> **MATERIAL FOR THIS EXERCISE**
★ ★ ★ ★
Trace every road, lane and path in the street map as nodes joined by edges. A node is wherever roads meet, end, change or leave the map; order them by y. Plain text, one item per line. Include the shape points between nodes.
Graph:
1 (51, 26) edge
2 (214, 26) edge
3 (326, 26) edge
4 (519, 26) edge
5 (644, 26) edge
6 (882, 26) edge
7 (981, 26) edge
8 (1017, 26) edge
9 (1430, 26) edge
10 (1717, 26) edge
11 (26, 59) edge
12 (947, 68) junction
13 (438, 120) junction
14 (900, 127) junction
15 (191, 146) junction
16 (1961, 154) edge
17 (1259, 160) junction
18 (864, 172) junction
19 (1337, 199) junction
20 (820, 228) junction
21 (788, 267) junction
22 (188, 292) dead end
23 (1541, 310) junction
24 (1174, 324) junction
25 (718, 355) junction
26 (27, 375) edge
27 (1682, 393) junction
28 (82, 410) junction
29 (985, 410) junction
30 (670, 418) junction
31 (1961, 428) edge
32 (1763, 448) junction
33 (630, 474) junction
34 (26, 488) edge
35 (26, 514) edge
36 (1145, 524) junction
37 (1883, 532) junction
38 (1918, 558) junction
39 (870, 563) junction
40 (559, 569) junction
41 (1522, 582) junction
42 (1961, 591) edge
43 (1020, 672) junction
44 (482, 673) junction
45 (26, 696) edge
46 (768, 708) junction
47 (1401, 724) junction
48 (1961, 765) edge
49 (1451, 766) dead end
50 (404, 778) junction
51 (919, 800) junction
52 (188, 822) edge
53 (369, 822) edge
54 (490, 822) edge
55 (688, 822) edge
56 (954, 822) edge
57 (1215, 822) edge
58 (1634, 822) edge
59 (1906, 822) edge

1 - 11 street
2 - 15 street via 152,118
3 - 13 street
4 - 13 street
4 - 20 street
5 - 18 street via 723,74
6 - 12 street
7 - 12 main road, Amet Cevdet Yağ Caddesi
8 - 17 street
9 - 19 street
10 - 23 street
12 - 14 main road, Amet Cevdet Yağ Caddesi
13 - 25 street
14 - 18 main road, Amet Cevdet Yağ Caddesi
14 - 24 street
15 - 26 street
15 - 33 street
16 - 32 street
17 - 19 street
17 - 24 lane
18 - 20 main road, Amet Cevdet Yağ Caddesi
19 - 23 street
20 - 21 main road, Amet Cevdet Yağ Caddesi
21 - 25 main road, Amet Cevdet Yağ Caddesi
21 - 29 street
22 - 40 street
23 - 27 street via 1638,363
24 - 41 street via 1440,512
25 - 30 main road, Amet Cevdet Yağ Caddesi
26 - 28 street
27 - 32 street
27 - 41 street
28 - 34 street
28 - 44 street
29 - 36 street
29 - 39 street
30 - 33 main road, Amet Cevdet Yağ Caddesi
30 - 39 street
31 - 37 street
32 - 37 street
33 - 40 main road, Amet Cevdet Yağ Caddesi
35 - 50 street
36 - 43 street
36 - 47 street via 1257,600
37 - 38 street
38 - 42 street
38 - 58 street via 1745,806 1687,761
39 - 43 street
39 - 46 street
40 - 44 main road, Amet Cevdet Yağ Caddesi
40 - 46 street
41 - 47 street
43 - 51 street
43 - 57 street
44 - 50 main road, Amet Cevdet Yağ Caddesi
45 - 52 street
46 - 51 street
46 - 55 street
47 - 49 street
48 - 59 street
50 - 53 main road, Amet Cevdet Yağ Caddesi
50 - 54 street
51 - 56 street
★ ★ ★ ★
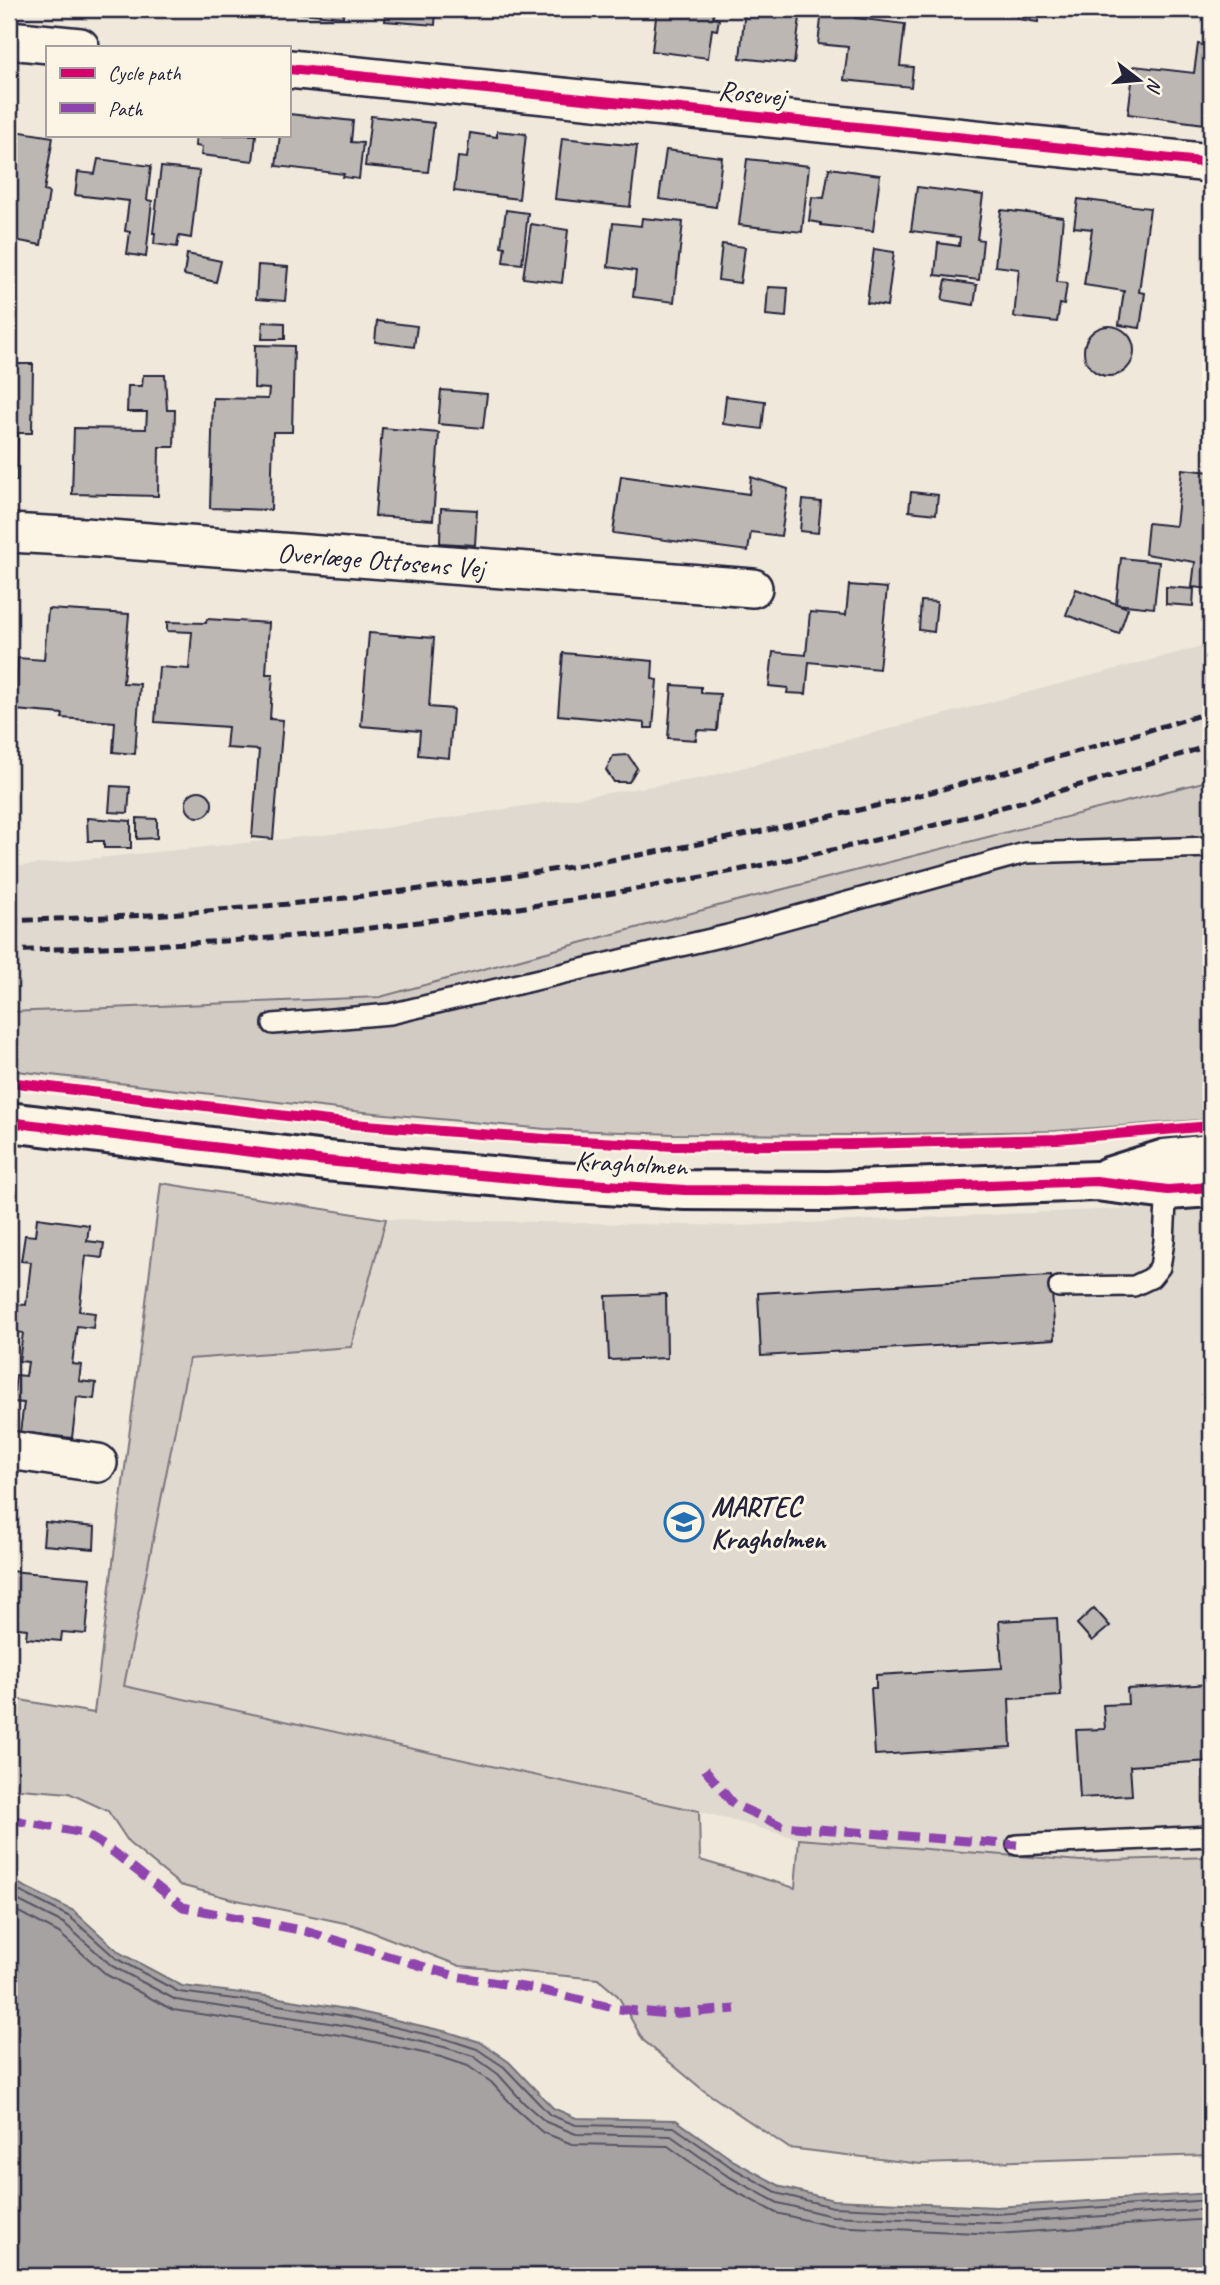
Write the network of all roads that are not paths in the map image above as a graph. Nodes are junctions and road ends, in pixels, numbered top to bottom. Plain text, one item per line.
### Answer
★ ★ ★ ★
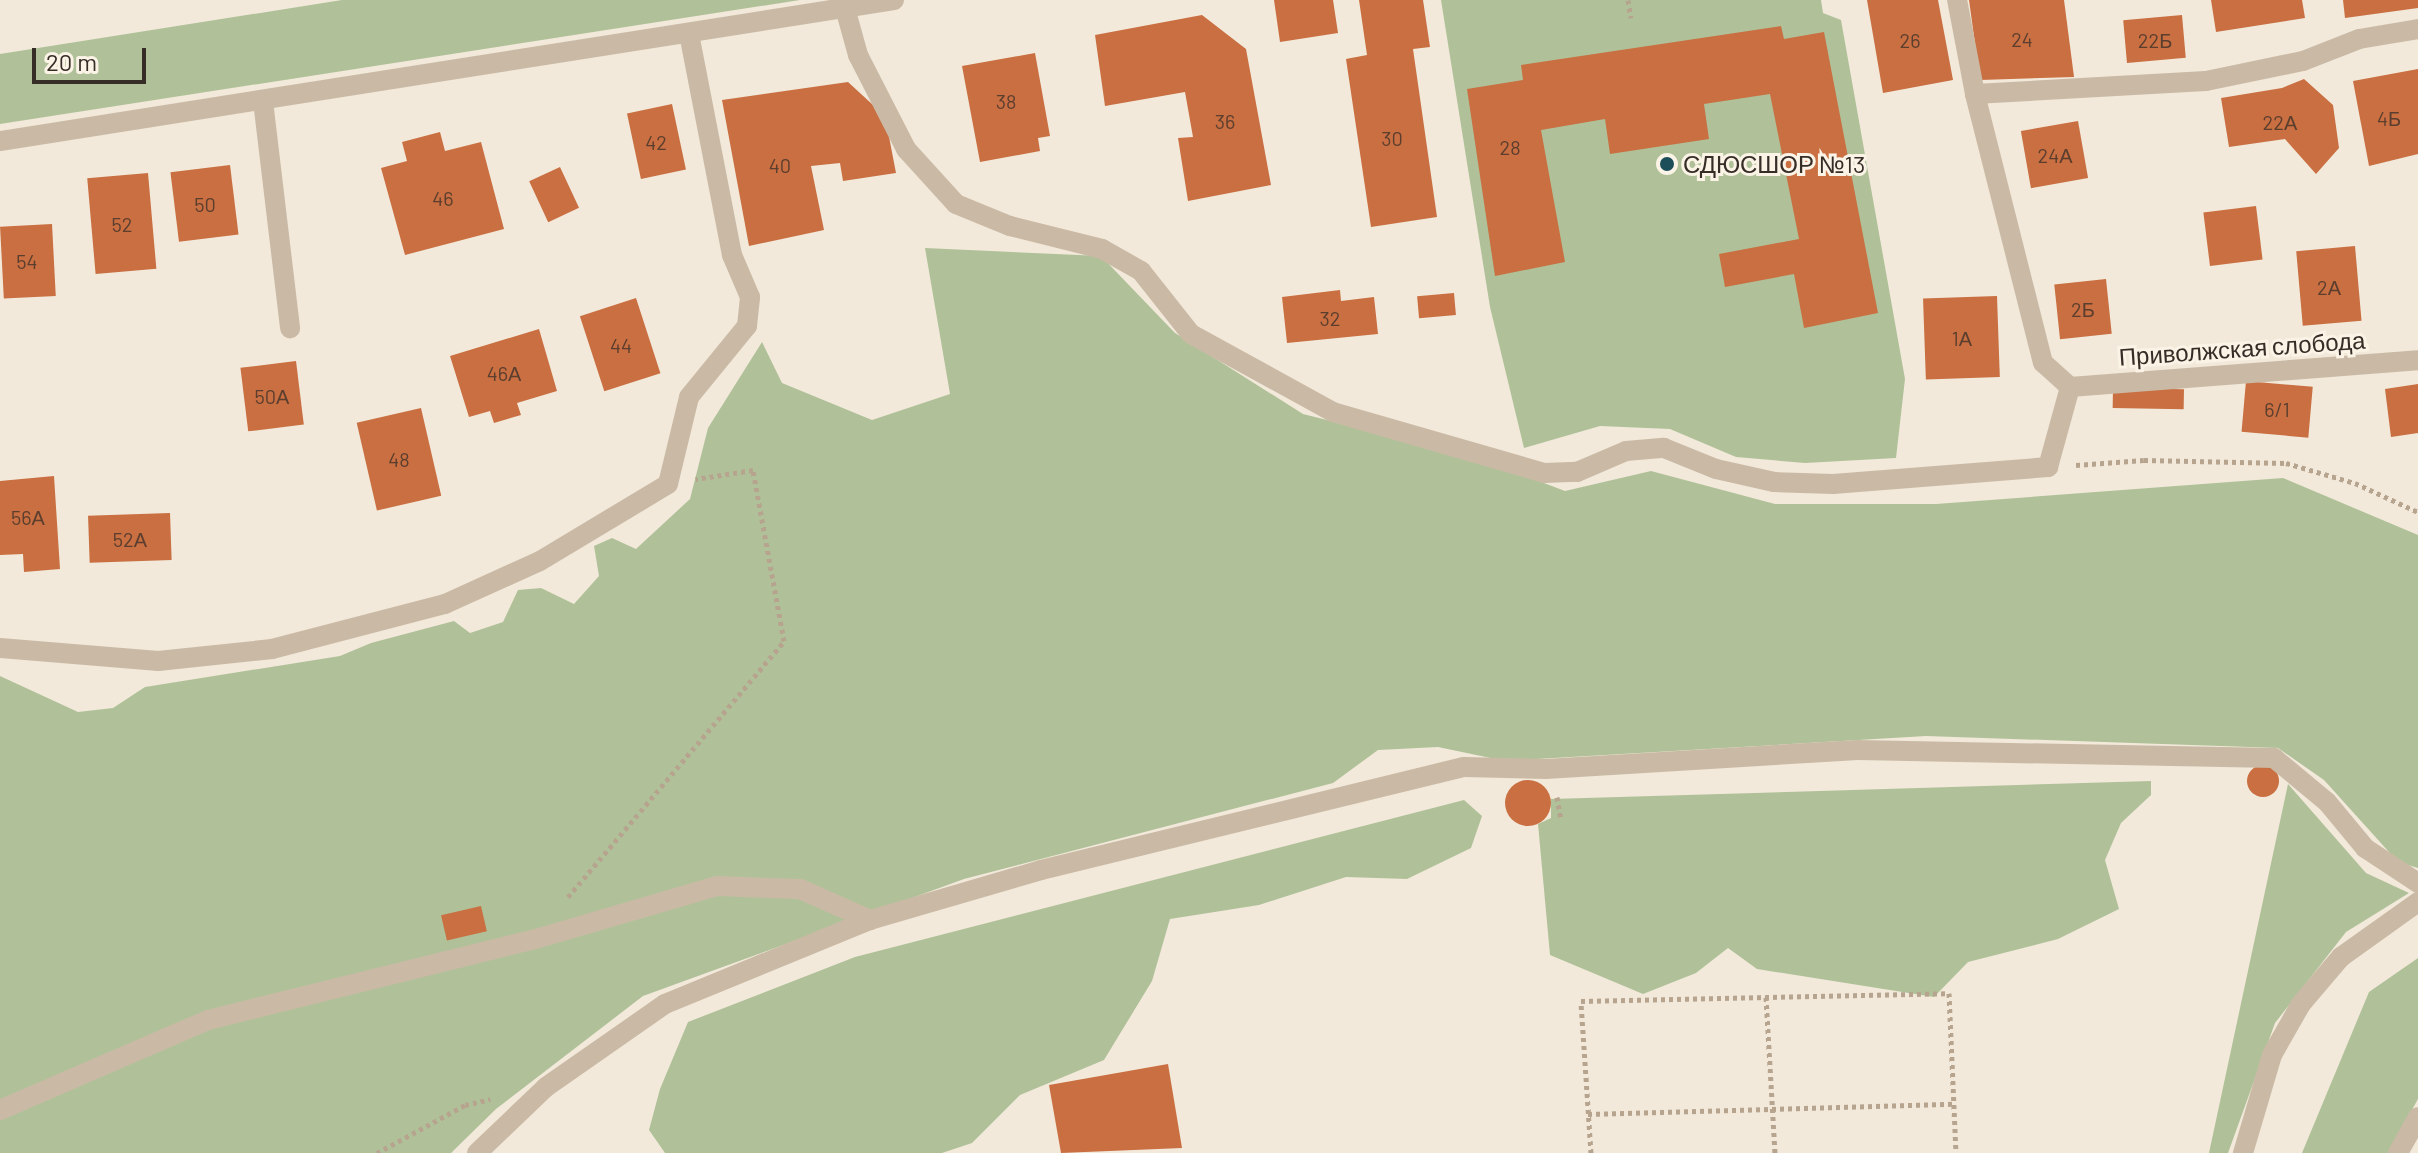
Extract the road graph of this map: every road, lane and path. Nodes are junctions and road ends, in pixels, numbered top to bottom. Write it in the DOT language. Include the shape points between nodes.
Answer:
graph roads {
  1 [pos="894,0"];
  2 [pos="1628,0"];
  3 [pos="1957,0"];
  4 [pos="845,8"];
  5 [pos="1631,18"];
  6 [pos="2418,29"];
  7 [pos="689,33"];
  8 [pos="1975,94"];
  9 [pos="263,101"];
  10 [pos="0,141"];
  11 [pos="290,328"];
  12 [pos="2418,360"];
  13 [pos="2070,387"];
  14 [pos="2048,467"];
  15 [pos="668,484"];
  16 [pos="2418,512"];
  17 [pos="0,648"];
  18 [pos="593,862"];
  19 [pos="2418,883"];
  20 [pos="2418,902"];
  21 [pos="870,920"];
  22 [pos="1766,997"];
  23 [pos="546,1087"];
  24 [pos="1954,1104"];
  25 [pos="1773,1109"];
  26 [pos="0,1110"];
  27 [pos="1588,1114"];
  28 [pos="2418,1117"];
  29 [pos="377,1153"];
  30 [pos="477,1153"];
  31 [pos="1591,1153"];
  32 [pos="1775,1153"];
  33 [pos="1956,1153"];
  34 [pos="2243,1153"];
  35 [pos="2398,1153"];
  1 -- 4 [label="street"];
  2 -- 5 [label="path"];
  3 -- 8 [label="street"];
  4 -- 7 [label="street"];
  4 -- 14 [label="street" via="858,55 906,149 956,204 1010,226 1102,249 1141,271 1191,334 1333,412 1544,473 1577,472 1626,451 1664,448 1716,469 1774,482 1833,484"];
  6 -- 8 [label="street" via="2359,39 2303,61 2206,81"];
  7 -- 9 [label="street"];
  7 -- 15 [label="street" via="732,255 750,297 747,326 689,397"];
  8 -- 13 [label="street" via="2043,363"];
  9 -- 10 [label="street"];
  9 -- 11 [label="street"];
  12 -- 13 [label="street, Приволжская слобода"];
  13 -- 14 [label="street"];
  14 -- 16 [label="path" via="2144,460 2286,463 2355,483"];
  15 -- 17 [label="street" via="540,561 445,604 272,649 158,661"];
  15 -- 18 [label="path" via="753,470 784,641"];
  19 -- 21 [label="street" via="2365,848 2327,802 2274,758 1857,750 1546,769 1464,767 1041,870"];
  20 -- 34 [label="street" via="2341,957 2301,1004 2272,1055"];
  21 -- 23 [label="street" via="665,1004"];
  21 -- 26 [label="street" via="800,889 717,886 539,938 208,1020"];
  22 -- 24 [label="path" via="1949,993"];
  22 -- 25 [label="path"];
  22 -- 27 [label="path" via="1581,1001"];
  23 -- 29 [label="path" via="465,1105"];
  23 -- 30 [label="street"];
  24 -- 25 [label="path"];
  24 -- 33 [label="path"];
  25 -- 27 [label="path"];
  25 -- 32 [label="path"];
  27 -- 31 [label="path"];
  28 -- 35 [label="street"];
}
★ ★ ★ ★
> **WHAT THE TASK REQUIRES**
Count every line that holds the word "between" in the entries, and state the result alone.

> **OUTPUT FOR THIS EXERCISE**
2